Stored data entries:
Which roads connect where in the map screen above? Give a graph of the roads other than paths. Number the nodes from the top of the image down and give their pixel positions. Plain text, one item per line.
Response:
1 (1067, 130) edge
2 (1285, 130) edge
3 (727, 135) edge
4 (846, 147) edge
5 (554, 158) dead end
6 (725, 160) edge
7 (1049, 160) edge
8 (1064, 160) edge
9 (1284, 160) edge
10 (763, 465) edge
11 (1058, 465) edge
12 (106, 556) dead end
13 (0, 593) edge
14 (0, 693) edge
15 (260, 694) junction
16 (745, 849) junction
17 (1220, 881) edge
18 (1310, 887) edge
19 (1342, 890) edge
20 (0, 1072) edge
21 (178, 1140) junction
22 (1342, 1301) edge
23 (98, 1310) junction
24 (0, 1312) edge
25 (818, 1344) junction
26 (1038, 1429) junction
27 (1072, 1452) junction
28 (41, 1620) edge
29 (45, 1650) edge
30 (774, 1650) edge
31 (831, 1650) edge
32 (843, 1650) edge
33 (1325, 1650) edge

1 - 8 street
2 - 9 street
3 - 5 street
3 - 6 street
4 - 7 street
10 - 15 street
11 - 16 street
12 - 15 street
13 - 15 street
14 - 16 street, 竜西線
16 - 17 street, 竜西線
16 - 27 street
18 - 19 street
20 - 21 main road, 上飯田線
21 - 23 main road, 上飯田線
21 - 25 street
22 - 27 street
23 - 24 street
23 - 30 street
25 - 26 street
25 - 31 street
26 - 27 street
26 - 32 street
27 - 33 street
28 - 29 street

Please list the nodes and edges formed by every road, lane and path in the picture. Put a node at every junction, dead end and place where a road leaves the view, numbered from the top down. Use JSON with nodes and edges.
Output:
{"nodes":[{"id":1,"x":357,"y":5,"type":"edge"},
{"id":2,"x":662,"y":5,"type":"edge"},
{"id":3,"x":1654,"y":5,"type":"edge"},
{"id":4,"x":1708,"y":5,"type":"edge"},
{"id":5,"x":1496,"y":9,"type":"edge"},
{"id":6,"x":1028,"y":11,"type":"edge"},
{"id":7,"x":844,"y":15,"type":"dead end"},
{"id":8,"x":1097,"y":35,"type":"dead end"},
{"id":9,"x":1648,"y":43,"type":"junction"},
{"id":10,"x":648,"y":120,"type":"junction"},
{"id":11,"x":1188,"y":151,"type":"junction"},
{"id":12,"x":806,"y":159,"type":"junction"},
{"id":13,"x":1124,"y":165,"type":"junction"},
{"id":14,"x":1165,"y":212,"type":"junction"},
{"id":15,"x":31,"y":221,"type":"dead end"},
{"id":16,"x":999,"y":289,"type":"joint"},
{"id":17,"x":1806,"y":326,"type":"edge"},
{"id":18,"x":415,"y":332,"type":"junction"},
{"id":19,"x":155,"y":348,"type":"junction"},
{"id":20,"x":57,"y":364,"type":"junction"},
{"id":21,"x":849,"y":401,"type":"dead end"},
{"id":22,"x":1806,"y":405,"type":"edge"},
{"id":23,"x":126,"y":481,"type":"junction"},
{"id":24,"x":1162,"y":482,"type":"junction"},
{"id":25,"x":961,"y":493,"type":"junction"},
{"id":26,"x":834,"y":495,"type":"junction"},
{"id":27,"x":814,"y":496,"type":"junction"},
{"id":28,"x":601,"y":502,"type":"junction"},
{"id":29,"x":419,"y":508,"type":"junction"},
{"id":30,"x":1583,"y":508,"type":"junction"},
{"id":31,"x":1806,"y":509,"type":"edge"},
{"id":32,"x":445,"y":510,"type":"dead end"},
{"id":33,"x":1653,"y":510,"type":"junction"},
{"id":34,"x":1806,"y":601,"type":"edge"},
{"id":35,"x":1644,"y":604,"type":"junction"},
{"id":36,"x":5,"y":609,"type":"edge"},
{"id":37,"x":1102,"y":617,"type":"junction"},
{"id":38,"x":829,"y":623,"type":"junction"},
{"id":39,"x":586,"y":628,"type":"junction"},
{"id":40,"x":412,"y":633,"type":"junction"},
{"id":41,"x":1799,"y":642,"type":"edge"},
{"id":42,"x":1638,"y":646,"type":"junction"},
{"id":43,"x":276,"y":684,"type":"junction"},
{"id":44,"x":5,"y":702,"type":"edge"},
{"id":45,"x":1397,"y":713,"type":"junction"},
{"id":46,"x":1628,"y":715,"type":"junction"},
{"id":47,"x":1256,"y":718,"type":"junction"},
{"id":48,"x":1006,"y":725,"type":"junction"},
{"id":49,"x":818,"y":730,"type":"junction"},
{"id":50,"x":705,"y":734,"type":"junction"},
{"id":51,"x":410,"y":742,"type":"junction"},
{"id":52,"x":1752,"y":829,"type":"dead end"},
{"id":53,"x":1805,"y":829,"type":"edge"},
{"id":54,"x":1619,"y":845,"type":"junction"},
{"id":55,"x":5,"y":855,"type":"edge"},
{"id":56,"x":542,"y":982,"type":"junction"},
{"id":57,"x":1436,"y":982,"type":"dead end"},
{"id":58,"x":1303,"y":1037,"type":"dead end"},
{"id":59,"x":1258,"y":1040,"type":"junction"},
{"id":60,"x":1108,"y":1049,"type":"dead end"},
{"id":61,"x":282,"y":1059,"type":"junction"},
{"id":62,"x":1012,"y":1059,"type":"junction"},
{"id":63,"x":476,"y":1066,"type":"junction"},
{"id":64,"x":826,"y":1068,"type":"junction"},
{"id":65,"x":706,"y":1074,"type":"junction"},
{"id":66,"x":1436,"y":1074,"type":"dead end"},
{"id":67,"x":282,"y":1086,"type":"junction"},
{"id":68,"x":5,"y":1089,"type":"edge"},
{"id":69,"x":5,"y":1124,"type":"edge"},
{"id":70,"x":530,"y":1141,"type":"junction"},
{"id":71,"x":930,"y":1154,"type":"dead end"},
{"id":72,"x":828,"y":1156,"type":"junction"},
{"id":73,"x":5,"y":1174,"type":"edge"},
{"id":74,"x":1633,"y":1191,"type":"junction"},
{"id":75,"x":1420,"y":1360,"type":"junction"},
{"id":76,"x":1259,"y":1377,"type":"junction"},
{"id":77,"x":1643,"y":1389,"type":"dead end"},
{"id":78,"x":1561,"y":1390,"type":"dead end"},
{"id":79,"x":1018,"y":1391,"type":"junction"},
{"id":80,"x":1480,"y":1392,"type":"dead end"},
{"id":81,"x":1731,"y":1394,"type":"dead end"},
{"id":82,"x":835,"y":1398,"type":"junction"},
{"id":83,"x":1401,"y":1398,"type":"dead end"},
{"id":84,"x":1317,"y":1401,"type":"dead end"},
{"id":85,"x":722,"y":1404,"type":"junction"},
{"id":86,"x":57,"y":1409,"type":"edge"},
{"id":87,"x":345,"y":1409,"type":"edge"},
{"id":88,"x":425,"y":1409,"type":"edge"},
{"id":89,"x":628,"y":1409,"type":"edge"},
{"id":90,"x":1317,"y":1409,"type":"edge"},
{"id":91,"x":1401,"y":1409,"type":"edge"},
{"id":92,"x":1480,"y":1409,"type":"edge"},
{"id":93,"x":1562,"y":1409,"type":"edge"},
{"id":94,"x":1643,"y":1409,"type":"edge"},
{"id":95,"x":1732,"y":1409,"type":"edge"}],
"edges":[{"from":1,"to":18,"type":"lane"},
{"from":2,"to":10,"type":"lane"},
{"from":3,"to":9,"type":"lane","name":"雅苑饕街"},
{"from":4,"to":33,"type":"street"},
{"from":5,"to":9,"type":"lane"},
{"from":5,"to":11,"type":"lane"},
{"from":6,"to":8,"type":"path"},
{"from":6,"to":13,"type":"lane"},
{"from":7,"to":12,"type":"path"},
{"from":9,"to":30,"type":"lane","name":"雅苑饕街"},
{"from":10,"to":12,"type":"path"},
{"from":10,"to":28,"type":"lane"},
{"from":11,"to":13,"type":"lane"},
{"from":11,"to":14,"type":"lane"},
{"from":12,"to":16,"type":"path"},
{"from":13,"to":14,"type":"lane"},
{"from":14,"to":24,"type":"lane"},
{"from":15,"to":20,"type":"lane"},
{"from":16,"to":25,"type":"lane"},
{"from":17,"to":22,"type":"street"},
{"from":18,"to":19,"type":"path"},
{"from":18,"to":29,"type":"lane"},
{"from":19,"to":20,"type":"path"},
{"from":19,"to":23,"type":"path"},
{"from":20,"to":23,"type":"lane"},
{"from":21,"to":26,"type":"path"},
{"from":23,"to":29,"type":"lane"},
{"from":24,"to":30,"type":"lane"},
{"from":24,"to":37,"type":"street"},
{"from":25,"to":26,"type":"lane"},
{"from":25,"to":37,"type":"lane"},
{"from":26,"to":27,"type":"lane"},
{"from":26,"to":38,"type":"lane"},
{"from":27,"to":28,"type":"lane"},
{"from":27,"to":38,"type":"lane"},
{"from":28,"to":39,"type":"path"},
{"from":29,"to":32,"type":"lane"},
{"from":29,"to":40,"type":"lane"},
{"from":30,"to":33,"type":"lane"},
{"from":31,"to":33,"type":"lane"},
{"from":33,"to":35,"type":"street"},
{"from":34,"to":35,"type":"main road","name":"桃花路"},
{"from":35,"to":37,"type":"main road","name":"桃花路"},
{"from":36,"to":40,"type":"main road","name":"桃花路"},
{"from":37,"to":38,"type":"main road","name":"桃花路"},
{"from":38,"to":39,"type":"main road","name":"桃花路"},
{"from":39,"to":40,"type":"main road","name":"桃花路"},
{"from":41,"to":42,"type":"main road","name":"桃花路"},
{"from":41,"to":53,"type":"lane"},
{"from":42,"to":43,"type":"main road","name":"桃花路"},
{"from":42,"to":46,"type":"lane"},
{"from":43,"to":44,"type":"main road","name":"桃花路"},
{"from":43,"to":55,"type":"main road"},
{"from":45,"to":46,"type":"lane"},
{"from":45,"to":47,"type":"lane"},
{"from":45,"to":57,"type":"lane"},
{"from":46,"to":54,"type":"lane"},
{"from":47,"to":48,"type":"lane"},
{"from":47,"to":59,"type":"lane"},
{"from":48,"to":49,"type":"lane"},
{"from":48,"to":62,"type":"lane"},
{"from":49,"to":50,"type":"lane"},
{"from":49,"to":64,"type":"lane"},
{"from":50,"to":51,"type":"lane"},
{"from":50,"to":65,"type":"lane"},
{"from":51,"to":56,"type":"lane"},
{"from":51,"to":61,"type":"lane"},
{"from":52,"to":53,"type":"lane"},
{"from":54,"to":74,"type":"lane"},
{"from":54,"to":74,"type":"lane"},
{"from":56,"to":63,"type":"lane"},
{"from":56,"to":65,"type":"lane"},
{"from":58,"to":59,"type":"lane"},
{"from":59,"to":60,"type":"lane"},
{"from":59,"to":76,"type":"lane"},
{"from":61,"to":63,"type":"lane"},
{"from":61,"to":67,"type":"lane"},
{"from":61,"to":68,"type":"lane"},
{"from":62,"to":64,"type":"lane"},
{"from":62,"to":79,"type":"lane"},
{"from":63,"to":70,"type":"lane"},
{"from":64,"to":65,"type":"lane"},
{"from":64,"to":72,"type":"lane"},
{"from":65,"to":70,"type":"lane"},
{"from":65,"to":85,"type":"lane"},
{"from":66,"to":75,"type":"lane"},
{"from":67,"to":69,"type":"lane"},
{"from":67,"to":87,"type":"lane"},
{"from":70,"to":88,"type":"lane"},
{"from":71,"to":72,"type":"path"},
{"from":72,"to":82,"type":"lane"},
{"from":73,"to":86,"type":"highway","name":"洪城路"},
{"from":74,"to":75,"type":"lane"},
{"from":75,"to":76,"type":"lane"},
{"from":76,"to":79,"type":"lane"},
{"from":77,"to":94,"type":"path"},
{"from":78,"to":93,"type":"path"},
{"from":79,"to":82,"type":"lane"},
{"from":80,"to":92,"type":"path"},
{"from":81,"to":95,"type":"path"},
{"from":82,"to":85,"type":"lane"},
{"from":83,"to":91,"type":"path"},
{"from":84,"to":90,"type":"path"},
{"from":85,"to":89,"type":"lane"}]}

▶ _REQUIRED WORK_
What is needed is the number of lines in the data that contain "main", given with nothing else.

▶ _ANSWER TO THIS TASK_
12